The problem, though, is that the originators of a biological-based medicine can alter any number of aspects of their product to frustrate copycats, such as switching from vials to autoinjectors or changing the presentation (for example, from powder to liquid), while simultaneously withdrawing older forms of the medicine from the market.
All of these defenses can be used to greatly slow a biosimilar's market uptake or dispute its "interchangeability", which is the formal term for the generic version being essentially equivalent to the original biologic. AbbVie, for instance, hopes to stave off biosimilar competition to its flagship anti-inflammatory drug Humira in 2016 by upgrading its delivery device.
Aside from the regulatory hurdles, biosimilars also don't come with a huge pricing advantage compared to generics for small-molecule drugs. While generics are often priced at a discount in the 90% range from branded drugs, the high cost of bringing a biosimilar to market and producing it on a commercial scale leads to a discount of only about 20% to 30% compared to the branded version.
So, in the real world, doctors might not be as keen on prescribing knockoff versions simply for pricing reasons. The fact that biosimilars rarely take more than 30% of market share from branded drugs in Europe, where they have been commercially available since 2006, lends some credence to this notion.
Because biosimilars have the potential to save the U.S. healthcare system a whopping $44 billion over the the next decade, payers and regulators alike will probably continue to push for a more streamlined regulatory pathway. That's why major pharmas and biotechs such as Amgen, Merck, Pfizer (via its acquisition of Hospira), Novartis, and Teva Pharmaceutical Industries have all been busy building out their biosimilar pipelines, with their collective sights set primarily on big-ticket drugs such as Herceptin, Humira, and Remicade.
At the same time, a wealth of much smaller biosimilar companies have sprung up around the globe, particularly in emerging markets where the regulatory environment is far more lax than in the West.
That being said, I think investors' best opportunities reside with the bigger names. Larger players such as Amgen, Pfizer, and Novartis are undoubtedly going to help shape the regulatory environment. And they have the resources necessary to deal with the lengthy delays in regulatory filings that are certain to arise from the current FDA guidelines.
If you twisted my arm regarding the best opportunity in biosimilars, though, I would have to go with Pfizer. The Hospira acquisition gives it one of the most knowledgeable and experienced teams in the space, along with a pipeline of 11 medicines across multiple therapeutic areas.

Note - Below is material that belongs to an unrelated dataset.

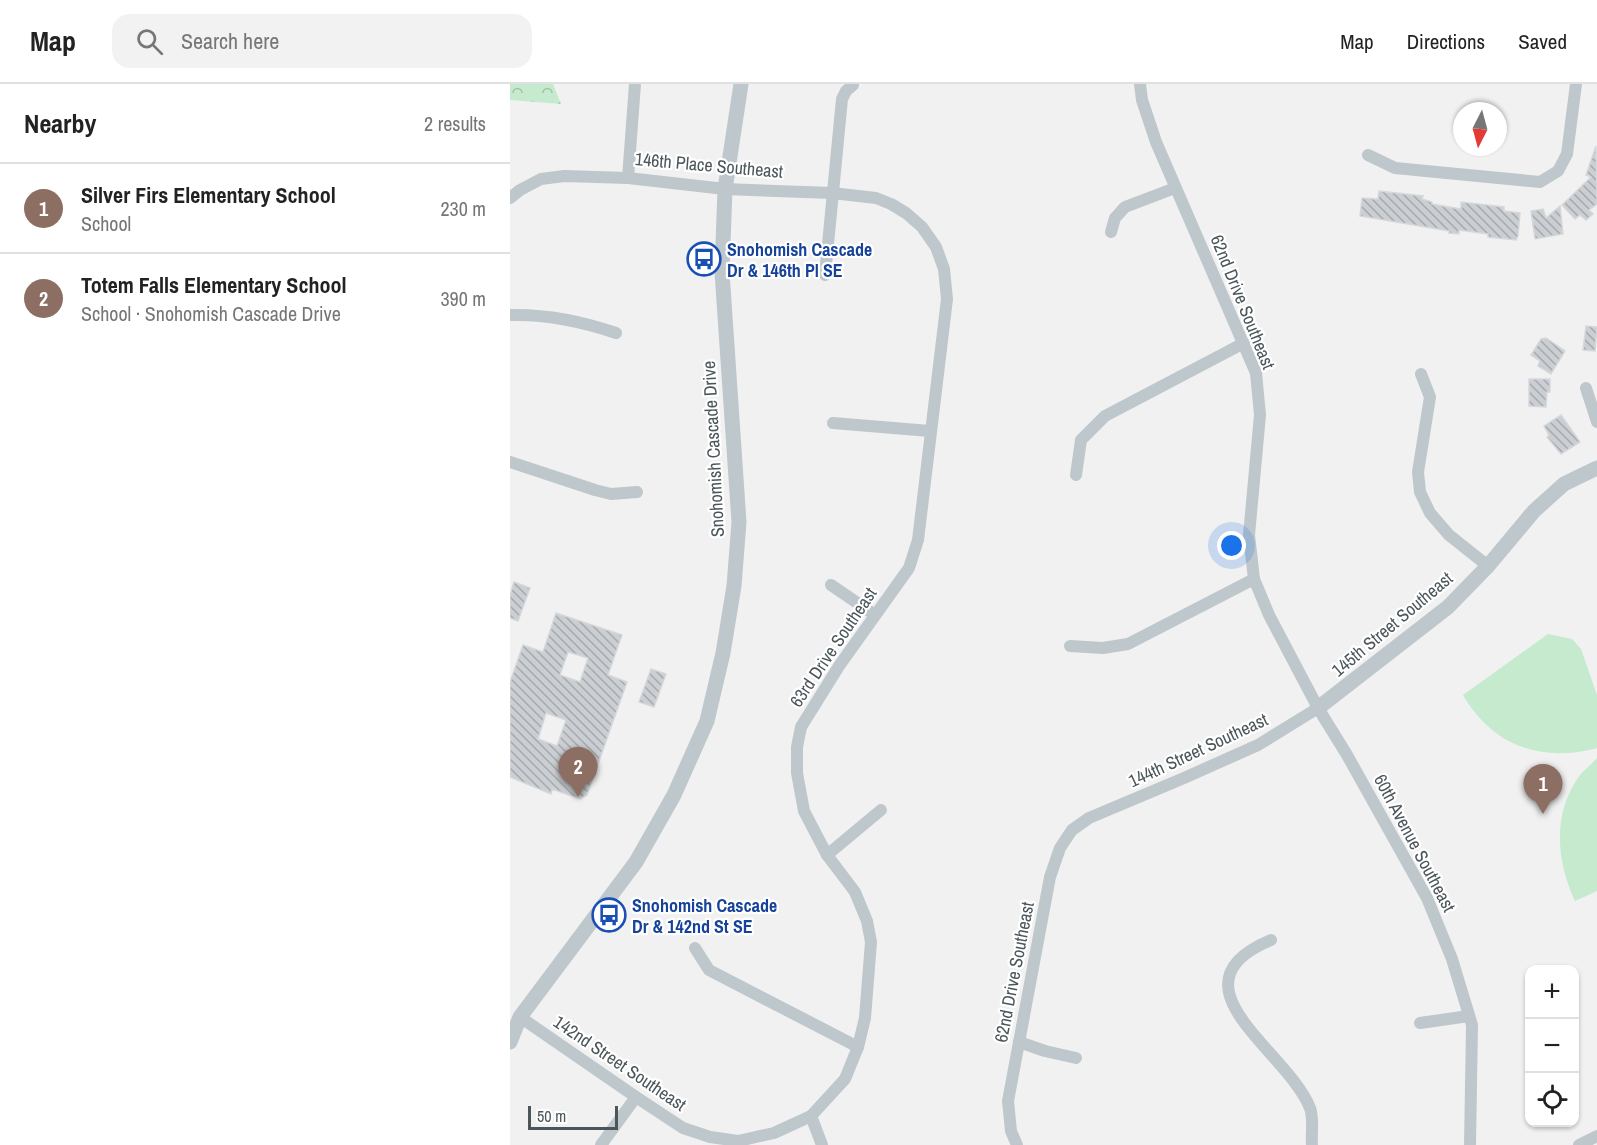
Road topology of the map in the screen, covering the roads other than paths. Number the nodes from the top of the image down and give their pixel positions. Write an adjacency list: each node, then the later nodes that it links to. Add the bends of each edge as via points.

I think biosimilars will one day be a huge growth story in pharma and biotech. But I'm not so certain that day is close at hand. Too many headwinds face sponsors in the U.S. right now, and originators have an arsenal of weapons at their disposal to lower the impact of biosimilars upon approval.
That's why I believe this area of biotech is worth keeping tabs on from an investing perspective, but it doesn't come across as nearly as promising as, say, immuno-oncology at the moment. In short, the U.S. regulatory environment needs to mature further before biosimilars can really take flight.